Dear CertMag is a regular feature that addresses common questions about certification and related IT issues. Have a question? Send an e-mail to editor (at) certmag (dot) com.
Dear CertMag: I operate a small computer sales/resale/repair business. I have two stores and we're hoping to open a third location at the end of 2015. I've started to see a lot of high school student kids who have, by my lights, some fairly impressive certs. A+, Security+, CCNA R&S and so forth. Are high school certification programs legit? I'd love to get some of these kids as part-time or even full-time employees, but I'm a little leery. Can high school kids actually grasp this stuff well enough to work in a real-world everyday IT operation?
— Cal, Carmel, Ind.
The challenge presented by a high school student with a certifications is the same presented to employers daily in considering certifications: The candidates may be all over the map with their capability compared to the certification. Most high schools that are implementing certification programs are augmenting computer science departments or “computer literacy” programs with the curriculum that is available from trusted vendors and institutions.
When you think about the time spent on the product in the context of a high school, it could be that the students actually get more time than an adult who attends a standard certification program. Over the course of a semester, a “one period” class could include as much as 70 hours or more of curriculum exposure to the product.
My own high school experience included a network operations program at the local vocational high school, three hours a day, for an entire school year. While the MCP and CCNA certifications were not an official part of the curriculum, we used the Cisco Academy material of the time, using the same workbooks, guidance, videos and other material that adults in the industry would have paid considerably more for.
Further, the school district could plan to have a large number of students using the same lab equipment. They offered two sessions a day, and could plan on hardware lifecycles of five years. They could educate 20 (class size) x 2 (sessions a day) x 5 (years before hardware refresh) students on the back of investing in a handful of Cisco routers, some network cables and tools, added to computers that would have been part of the classroom anyway!
The other side of the coin when it comes to student development is that the potential, capability, attention, and all of the other attributes of the candidates can vary widely. Even students who complete a high school program successfully, with a strong passing score, may lack critical skill sets for some of the needs that an employer may have.
I myself went on to work in a NASDAQ-listed company out of high school, some classmates went to college, and others never worked a computer-related job in their lives. I struggled in that first job for the same reason that you may want to use some rigor in selecting your candidates: I had technical skills that were not yet matched by the social development and soft skills to be effective interacting with customers, as well as a spectrum of older technologists with a diversity of points of view and personalities.

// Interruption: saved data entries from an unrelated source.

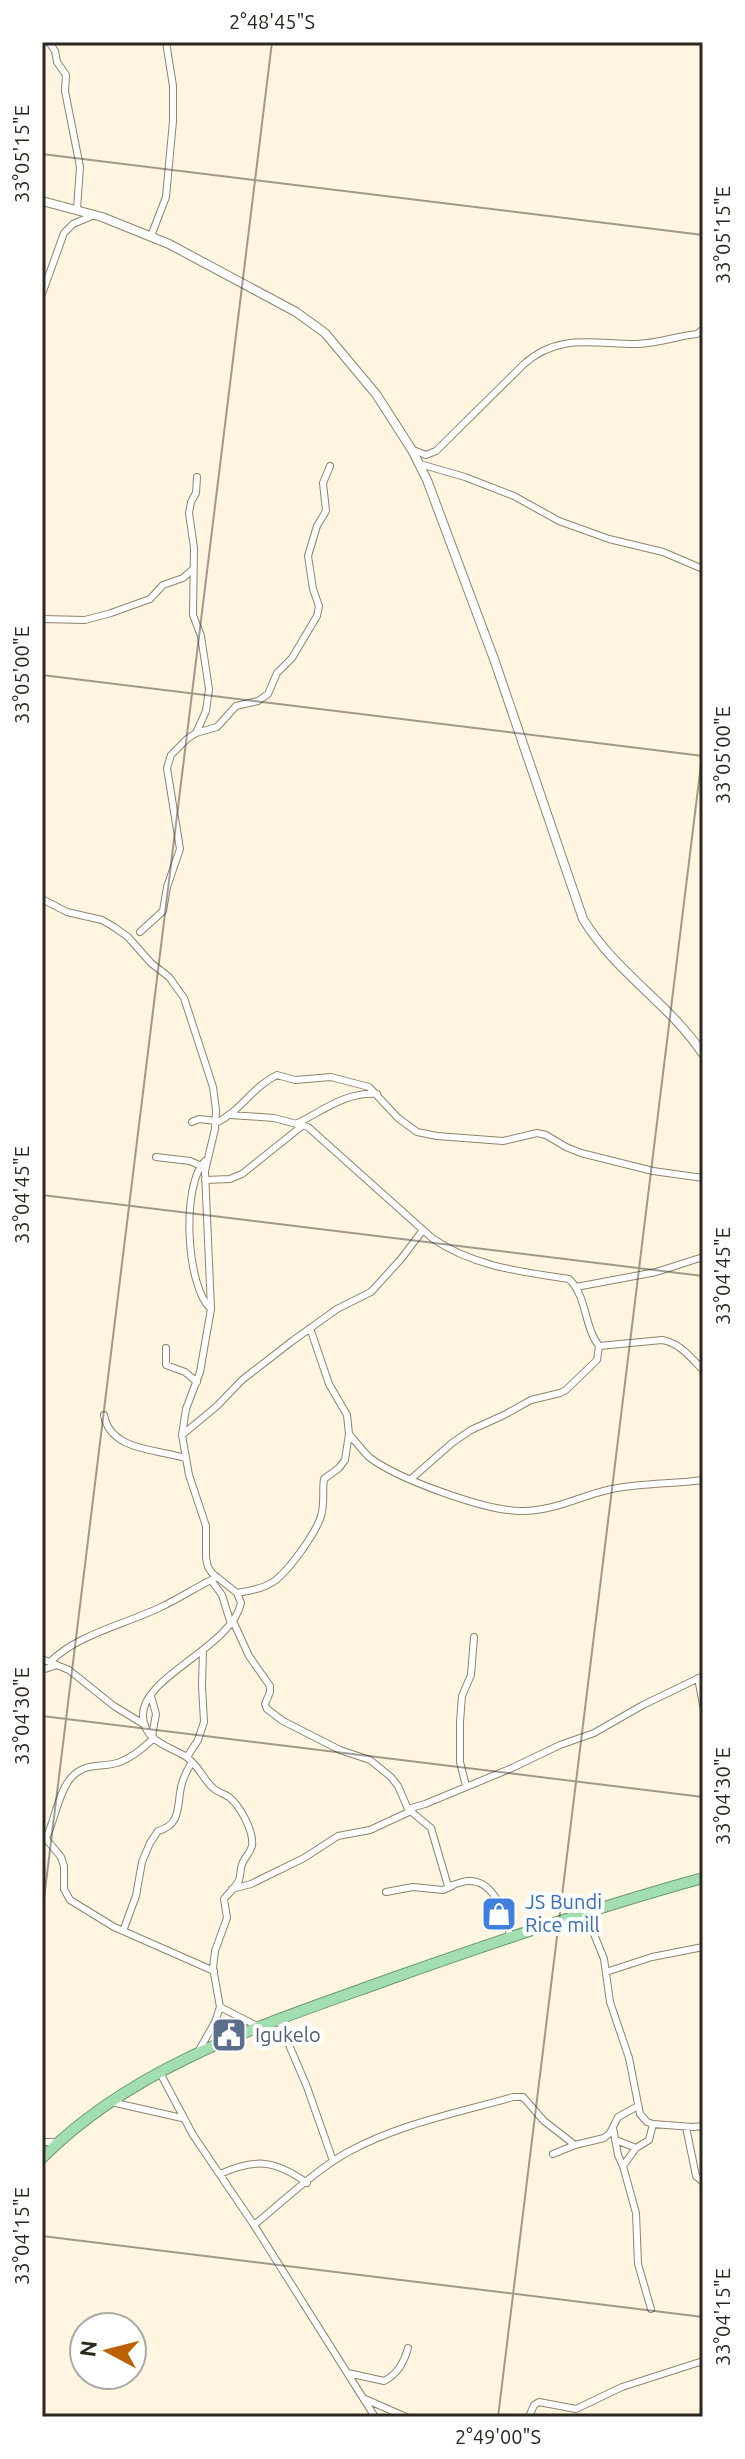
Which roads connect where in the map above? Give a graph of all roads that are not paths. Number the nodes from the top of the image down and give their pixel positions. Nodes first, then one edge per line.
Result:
1 (49, 42) edge
2 (166, 42) edge
3 (42, 201) edge
4 (77, 209) junction
5 (94, 215) junction
6 (151, 236) junction
7 (42, 294) edge
8 (703, 329) edge
9 (412, 450) junction
10 (420, 464) junction
11 (330, 466) dead end
12 (197, 477) dead end
13 (193, 568) junction
14 (703, 569) edge
15 (42, 619) edge
16 (196, 733) junction
17 (42, 899) edge
18 (140, 932) dead end
19 (703, 1054) edge
20 (377, 1094) junction
21 (231, 1115) junction
22 (192, 1122) dead end
23 (216, 1122) junction
24 (299, 1125) junction
25 (156, 1157) dead end
26 (203, 1164) junction
27 (703, 1178) edge
28 (205, 1180) junction
29 (423, 1230) junction
30 (703, 1257) edge
31 (576, 1287) junction
32 (211, 1309) junction
33 (310, 1328) junction
34 (599, 1346) junction
35 (166, 1348) dead end
36 (703, 1370) edge
37 (197, 1382) junction
38 (104, 1415) dead end
39 (349, 1434) junction
40 (182, 1435) junction
41 (185, 1458) junction
42 (411, 1479) junction
43 (703, 1480) edge
44 (214, 1579) junction
45 (237, 1593) junction
46 (232, 1622) junction
47 (474, 1637) dead end
48 (203, 1649) junction
49 (50, 1662) edge
50 (42, 1670) edge
51 (700, 1677) edge
52 (151, 1696) junction
53 (703, 1705) edge
54 (145, 1725) junction
55 (153, 1737) junction
56 (189, 1759) junction
57 (466, 1786) junction
58 (410, 1810) junction
59 (44, 1836) edge
60 (703, 1878) edge
61 (453, 1886) junction
62 (232, 1889) junction
63 (386, 1892) dead end
64 (585, 1912) junction
65 (123, 1931) junction
66 (511, 1937) junction
67 (703, 1947) edge
68 (214, 1971) junction
69 (606, 1972) junction
70 (220, 2007) junction
71 (278, 2019) junction
72 (259, 2027) junction
73 (197, 2052) junction
74 (159, 2071) junction
75 (109, 2102) junction
76 (638, 2106) junction
77 (182, 2118) junction
78 (653, 2124) junction
79 (703, 2126) edge
80 (686, 2127) junction
81 (613, 2128) junction
82 (616, 2140) junction
83 (42, 2142) edge
84 (59, 2142) junction
85 (575, 2145) junction
86 (636, 2148) junction
87 (553, 2154) dead end
88 (42, 2158) edge
89 (333, 2161) junction
90 (623, 2166) junction
91 (220, 2174) junction
92 (703, 2182) edge
93 (307, 2183) junction
94 (254, 2225) junction
95 (651, 2309) dead end
96 (408, 2348) dead end
97 (703, 2361) edge
98 (348, 2373) junction
99 (364, 2399) junction
100 (375, 2417) edge
101 (406, 2417) edge
102 (529, 2417) edge

1 - 4 street
2 - 6 street
3 - 4 street
4 - 5 street
5 - 6 street
5 - 7 street
6 - 9 street
8 - 9 street
9 - 10 street
10 - 14 street
10 - 19 street
11 - 16 street
12 - 13 street
13 - 15 street
13 - 16 street
16 - 18 street
17 - 23 street
20 - 21 street
20 - 24 street
20 - 27 street
21 - 23 street
21 - 24 street
22 - 23 street
23 - 26 street
24 - 28 street
24 - 29 street
25 - 26 street
26 - 28 street
26 - 32 street
28 - 32 street
29 - 31 street
29 - 33 street
30 - 31 street
31 - 34 street
32 - 37 street
33 - 39 street
33 - 40 street
34 - 36 street
34 - 42 street
35 - 37 street
37 - 40 street
38 - 41 street
39 - 42 street
39 - 45 street
40 - 41 street
41 - 44 street
42 - 43 street
44 - 45 street
44 - 46 street
44 - 49 street
45 - 46 street
46 - 48 street
46 - 58 street
47 - 57 street
48 - 52 street
48 - 56 street
49 - 50 street
49 - 54 street
51 - 53 street
51 - 57 street
52 - 54 street
52 - 55 street
54 - 55 street
55 - 56 street
55 - 59 street
56 - 62 street
56 - 65 street
57 - 58 street
58 - 61 street
58 - 62 street
59 - 65 street
60 - 64 highway
61 - 63 street
61 - 66 street
62 - 68 street
64 - 66 highway
64 - 69 street
65 - 68 street
66 - 71 highway
67 - 69 street
68 - 70 street
69 - 76 street
70 - 72 street
70 - 73 street
71 - 72 highway
71 - 89 street
72 - 73 highway
73 - 74 highway
74 - 75 highway
74 - 77 street
75 - 77 street
75 - 84 highway
76 - 78 street
76 - 81 street
77 - 91 street
78 - 80 street
78 - 86 street
79 - 80 street
80 - 92 street
81 - 82 street
81 - 85 street
82 - 86 street
82 - 90 street
83 - 84 street
84 - 88 highway
85 - 87 street
85 - 89 street
86 - 90 street
89 - 93 street
90 - 95 street
91 - 93 street
91 - 94 street
93 - 94 street
94 - 98 street
96 - 98 street
97 - 102 street
98 - 99 street
99 - 100 street
99 - 101 street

I would advise caution in making a hire. If the person has the right skills, don’t exclude them on the basis of their youth automatically — as I have shared, I owe a lot to my first employer for taking me on full-time and looking past my youth to give me an opportunity to prove myself as being every bit as skilled as they expected. Rather, spend longer with your candidate in an interview. Present them with conversations, and pretend to be a customer. Are they able to work well with someone who is treating them badly? How do they communicate? Can they provide character references to be trusted with access to expensive parts and equipment?
As with any hiring decision: If they fit your needs, hire them. If they do not, go on to the next candidate. My personal view, however, would be to not simply drop someone from the candidate pool because of his relative youth, or the environment of her training.